The future of the US GP has been thrown into doubt by the news that the Texas state government has dramatically reduced the subsidy it pays to to the Circuit of the Americas, and which in effect covers a large chunk of F1’s sanction fee.
Originally the state had made a $250m commitment over 10 years, and the race received $25m per year in 2012, 2013, and 2014, but this has been cut to $19.5m for this year. The circuit was made aware of this number before the race weekend, although the news has only just emerged.
It comes on top of the losses caused by the bad weather at this year’s event, which led to reduced sales of concessions and also had an impact on the event’s viability.
“To use a technical term, I think we’re screwed,” circuit chairman Bobby Epstein told the American-Statesman. “It hit us cold. No one could foresee this coming. But the big question now is, ‘Is the race coming back?’”
Meanwhile Bernie Ecclestone told the paper: “If it’s changed, it’s going to be difficult to continue the race in Austin.”
The whole COTA project was built around the idea that the race qualified for a subsidy that is paid to major events to reflect the income that they generate for the cities that host them. This is in effect based on how much tax revenue out-of-state visitors generate during their stay.
The Texas Major Events Trust Fund payment for the Grand Prix was approved by previous state governor Rick Perry and administered by the office of Comptroller Susan Combs, who worked closely with event founder Tavo Hellmund and Ecclestone when COTA was still in the planning stages.
However, on September 1 responsibility was transferred to the office of current Governor Greg Abbott, who took over from Perry in January this year. Following an audit by Texas State Auditor John Keel Abbott’s staff have used a different formula and concluded that the event is worth around 20% less to the state than previous figures suggested.
In his report Keel noted: “Although the Comptroller’s Office prepares post-event studies after a major event, those studies cannot accurately determine whether the estimated incremental tax receipt increases were actually collected.
“Specifically, those studies state that determining the measurable change in tax receipts due to a major event is difficult due to the size and population of the state. In addition, taxes are remitted to the State based on receipts from 30-day to 90-day periods, which makes it difficult to isolate the economic effect of a particular major event.”
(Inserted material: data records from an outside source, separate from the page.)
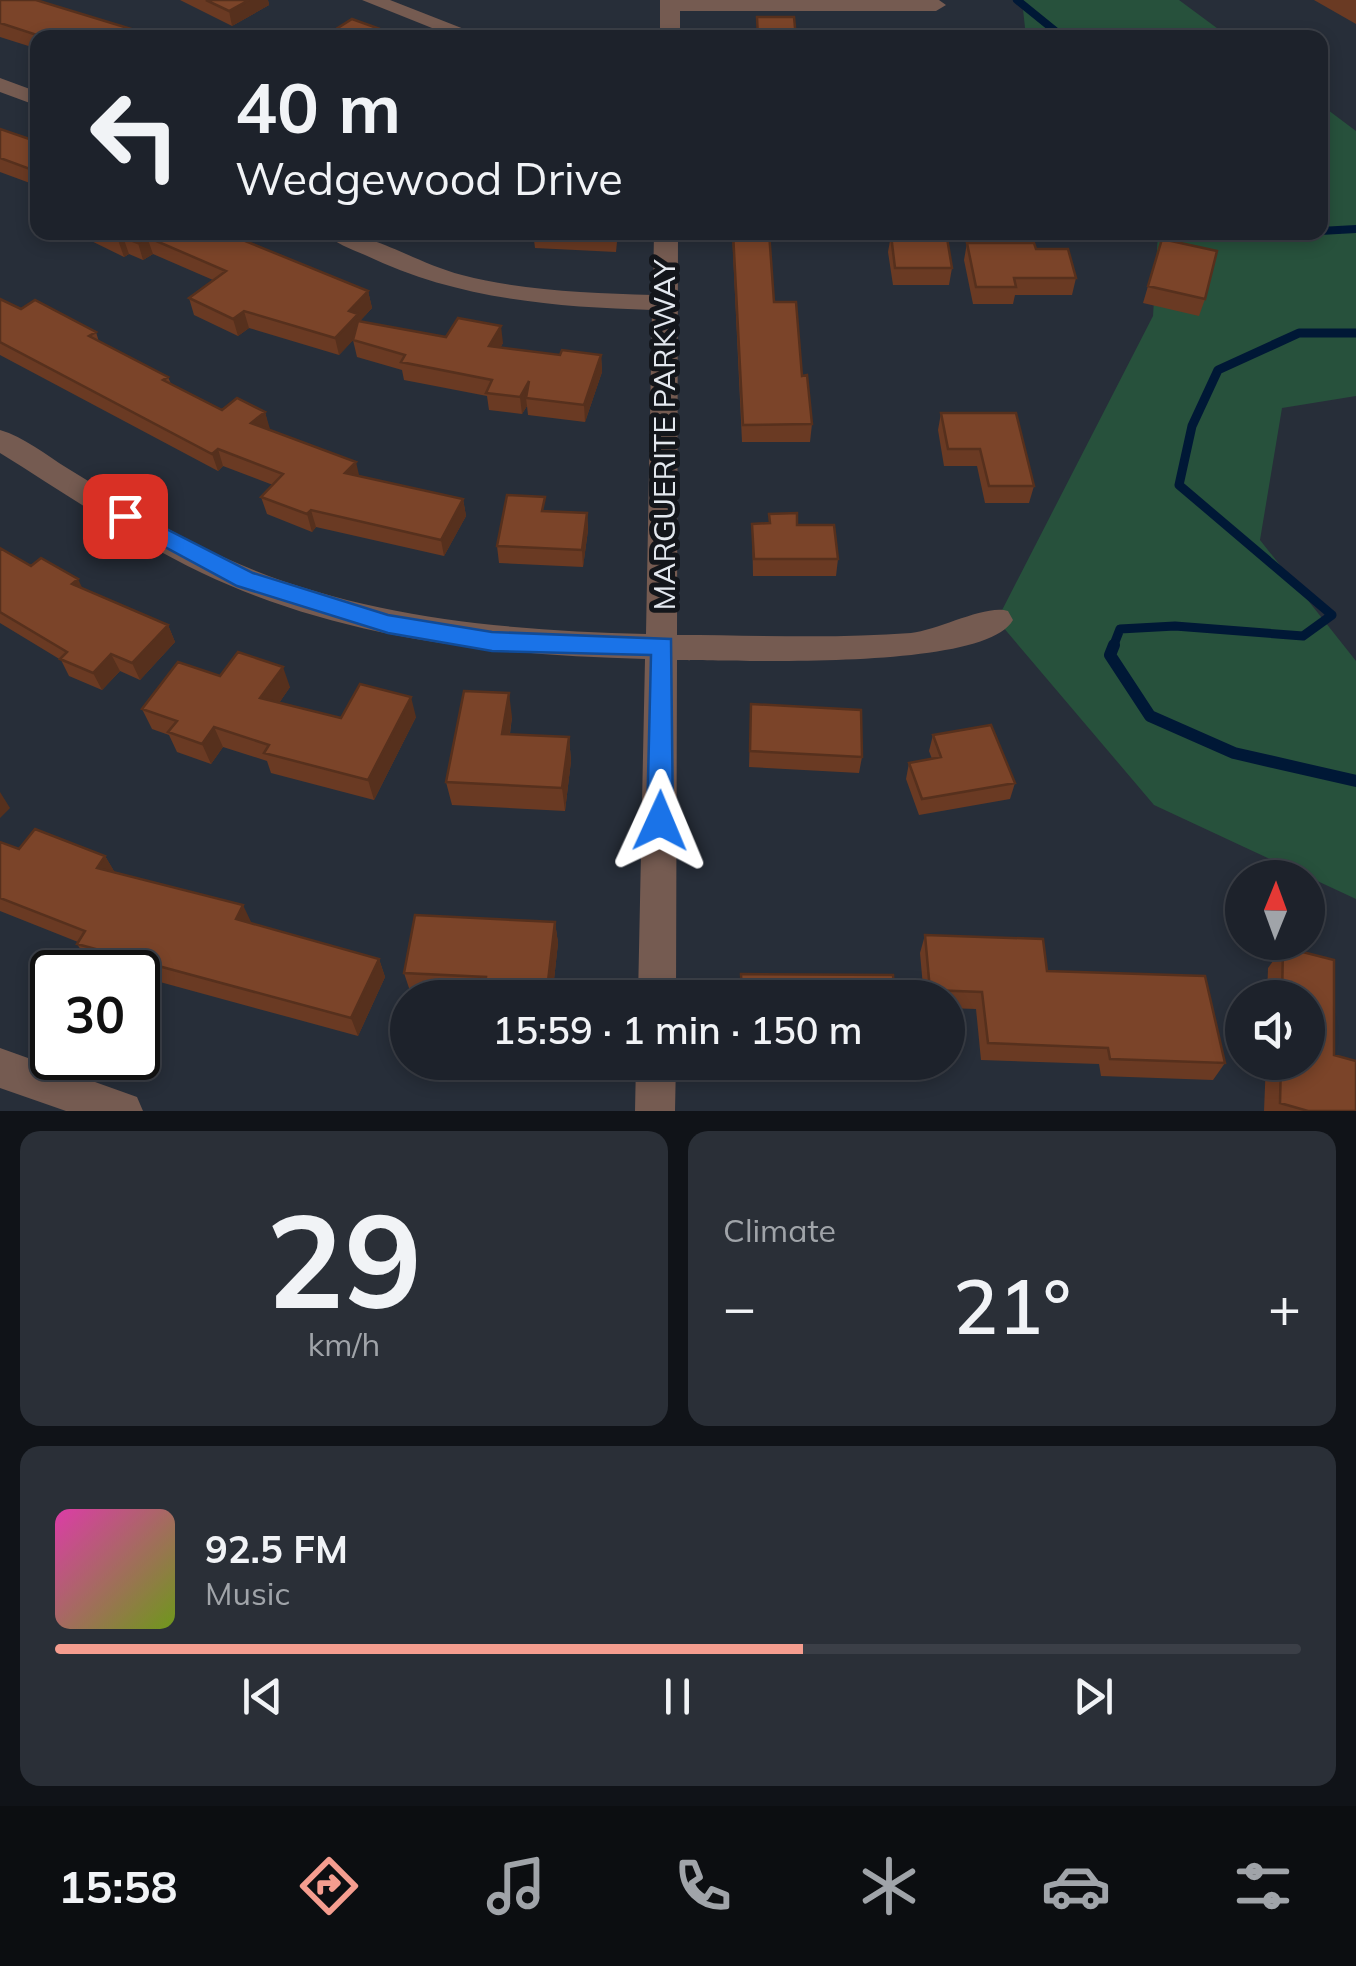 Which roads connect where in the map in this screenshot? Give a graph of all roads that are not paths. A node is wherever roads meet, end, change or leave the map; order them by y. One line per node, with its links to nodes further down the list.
1 (372, 0): 4 (street)
2 (670, 2): 3 (street); 5 (street)
3 (936, 6)
4 (455, 30)
5 (670, 30)
6 (0, 84): 7 (street)
7 (30, 97)
8 (354, 240): 10 (street)
9 (666, 240): 10 (street, MARGUERITE PARKWAY)
10 (665, 304): 13 (street, MARGUERITE PARKWAY)
11 (0, 440): 13 (street)
12 (997, 620): 13 (street)
13 (663, 646): 14 (street, MARGUERITE PARKWAY)
14 (657, 980)
15 (0, 1068): 17 (street)
16 (656, 1080): 18 (street)
17 (123, 1111)
18 (656, 1111)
He also made it clear that in the past some tax types had incorrectly been included in the calculations: “The Comptroller’s Office inappropriately implemented that methodology by including certain information in its calculations that is not permissible. Specifically, when the Comptroller’s Office used economic modeling software to estimate the incremental tax receipt increases associated with major events, its estimates included tax impacts for tax types that statute does not permit to be considered.
“Based on output from a demonstration that the Comptroller’s Office’s staff performed using the estimated direct spending amounts for an actual major event, auditors determined that 22 percent of the total funding that would have been approved for that major event was caused by the inclusion of tax types that were not permissible.”